**** DATA LISTING ****
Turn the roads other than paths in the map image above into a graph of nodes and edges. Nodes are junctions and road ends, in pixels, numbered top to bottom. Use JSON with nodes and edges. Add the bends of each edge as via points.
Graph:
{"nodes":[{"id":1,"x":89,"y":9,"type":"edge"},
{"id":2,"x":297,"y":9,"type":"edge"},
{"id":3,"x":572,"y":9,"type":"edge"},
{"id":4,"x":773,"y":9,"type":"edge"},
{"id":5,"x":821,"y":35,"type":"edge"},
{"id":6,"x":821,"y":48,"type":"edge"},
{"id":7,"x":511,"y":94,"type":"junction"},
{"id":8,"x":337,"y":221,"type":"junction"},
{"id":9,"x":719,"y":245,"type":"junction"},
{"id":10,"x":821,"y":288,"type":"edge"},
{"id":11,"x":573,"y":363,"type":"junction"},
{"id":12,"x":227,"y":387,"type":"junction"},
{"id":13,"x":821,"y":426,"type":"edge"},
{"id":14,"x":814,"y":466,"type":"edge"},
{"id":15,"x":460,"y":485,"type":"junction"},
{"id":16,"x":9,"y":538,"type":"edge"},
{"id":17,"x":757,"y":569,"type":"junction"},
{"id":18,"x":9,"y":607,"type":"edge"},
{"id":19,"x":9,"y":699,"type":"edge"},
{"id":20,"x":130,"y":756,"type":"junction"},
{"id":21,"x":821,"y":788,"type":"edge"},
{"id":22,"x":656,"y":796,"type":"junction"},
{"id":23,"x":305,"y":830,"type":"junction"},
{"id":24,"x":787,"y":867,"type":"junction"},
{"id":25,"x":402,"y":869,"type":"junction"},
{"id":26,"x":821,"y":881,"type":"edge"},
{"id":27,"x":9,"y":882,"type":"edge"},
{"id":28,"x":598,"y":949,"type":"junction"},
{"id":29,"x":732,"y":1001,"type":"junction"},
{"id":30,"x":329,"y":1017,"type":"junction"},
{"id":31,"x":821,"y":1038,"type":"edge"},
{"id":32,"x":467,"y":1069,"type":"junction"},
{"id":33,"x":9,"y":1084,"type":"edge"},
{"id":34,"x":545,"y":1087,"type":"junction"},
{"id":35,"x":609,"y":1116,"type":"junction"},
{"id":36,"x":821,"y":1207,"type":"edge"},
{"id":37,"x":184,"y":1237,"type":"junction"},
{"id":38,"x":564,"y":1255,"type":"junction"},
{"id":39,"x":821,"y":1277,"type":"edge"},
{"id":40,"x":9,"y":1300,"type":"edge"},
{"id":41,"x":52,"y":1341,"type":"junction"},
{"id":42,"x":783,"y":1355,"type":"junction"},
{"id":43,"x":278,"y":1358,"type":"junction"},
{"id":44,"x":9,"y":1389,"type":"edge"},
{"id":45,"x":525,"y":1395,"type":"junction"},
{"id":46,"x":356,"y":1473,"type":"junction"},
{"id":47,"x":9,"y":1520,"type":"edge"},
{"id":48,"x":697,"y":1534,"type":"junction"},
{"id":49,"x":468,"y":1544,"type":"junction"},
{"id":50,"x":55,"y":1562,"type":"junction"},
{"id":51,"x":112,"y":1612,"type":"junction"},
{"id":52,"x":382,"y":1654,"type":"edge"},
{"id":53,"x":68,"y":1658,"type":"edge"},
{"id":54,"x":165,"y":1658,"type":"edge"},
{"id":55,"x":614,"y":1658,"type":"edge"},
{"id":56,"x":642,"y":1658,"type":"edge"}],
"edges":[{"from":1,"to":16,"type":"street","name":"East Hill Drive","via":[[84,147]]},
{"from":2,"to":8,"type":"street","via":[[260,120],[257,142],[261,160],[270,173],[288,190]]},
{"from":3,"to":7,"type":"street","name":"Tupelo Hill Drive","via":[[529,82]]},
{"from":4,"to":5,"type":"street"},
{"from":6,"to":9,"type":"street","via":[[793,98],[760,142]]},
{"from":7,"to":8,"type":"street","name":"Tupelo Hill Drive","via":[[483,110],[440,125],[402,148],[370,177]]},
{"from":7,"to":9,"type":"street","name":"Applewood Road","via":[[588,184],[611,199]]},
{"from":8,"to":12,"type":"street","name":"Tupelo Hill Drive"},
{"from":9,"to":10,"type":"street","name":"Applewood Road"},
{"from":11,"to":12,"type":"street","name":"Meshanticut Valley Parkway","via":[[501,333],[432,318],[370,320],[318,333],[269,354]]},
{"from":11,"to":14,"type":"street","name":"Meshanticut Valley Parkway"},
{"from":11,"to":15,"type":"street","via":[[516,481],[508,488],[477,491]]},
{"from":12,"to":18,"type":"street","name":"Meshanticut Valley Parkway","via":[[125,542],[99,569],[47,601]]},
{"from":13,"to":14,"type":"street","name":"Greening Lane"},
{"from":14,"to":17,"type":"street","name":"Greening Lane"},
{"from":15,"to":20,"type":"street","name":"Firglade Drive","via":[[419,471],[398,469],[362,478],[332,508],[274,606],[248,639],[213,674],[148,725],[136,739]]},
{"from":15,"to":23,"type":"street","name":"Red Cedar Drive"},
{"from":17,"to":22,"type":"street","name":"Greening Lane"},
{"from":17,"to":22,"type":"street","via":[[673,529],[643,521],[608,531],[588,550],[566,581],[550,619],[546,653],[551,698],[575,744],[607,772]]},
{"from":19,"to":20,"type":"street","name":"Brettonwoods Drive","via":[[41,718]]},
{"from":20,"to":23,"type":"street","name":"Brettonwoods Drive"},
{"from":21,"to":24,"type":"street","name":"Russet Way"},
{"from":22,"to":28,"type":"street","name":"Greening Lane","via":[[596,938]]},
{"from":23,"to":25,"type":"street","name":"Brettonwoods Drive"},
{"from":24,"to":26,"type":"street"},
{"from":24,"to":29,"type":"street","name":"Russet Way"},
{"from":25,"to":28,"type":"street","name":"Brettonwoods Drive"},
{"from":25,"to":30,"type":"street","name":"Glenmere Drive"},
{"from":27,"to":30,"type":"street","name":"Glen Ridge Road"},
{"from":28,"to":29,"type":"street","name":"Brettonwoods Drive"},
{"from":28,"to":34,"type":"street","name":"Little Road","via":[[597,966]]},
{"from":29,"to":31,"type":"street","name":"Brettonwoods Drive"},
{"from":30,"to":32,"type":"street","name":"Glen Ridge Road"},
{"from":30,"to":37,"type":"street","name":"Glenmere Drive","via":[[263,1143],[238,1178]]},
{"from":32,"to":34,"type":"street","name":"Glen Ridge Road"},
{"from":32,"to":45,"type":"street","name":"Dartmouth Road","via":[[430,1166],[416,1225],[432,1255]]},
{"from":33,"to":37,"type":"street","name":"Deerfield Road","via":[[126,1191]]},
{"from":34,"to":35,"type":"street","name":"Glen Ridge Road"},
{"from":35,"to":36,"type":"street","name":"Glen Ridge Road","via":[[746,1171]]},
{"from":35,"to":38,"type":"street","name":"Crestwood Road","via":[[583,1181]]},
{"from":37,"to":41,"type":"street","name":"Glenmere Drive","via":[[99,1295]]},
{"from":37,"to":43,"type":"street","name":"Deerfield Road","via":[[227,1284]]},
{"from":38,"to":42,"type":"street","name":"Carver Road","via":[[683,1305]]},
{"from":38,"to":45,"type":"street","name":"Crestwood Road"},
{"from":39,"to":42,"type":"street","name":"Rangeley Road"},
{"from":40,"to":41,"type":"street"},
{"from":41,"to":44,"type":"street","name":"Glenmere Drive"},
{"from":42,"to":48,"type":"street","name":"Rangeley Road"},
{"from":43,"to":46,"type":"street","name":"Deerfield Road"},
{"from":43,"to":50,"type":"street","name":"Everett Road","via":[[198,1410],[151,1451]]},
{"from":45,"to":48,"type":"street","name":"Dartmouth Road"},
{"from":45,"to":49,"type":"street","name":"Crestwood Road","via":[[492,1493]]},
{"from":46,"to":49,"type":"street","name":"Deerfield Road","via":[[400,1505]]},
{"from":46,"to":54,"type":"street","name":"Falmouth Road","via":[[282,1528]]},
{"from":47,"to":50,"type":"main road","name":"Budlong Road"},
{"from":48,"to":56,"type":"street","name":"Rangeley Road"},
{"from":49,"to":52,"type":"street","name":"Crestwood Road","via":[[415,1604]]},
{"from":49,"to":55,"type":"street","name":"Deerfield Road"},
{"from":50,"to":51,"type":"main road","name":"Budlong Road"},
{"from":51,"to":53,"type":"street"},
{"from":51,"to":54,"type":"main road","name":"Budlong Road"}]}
****
*PROBLEM TO WORK ON*: Among the records above, find each line containing the string "Valley" and copy it.

*SOLVED PROBLEM*:
{"from":11,"to":12,"type":"street","name":"Meshanticut Valley Parkway","via":[[501,333],[432,318],[370,320],[318,333],[269,354]]},
{"from":11,"to":14,"type":"street","name":"Meshanticut Valley Parkway"},
{"from":12,"to":18,"type":"street","name":"Meshanticut Valley Parkway","via":[[125,542],[99,569],[47,601]]},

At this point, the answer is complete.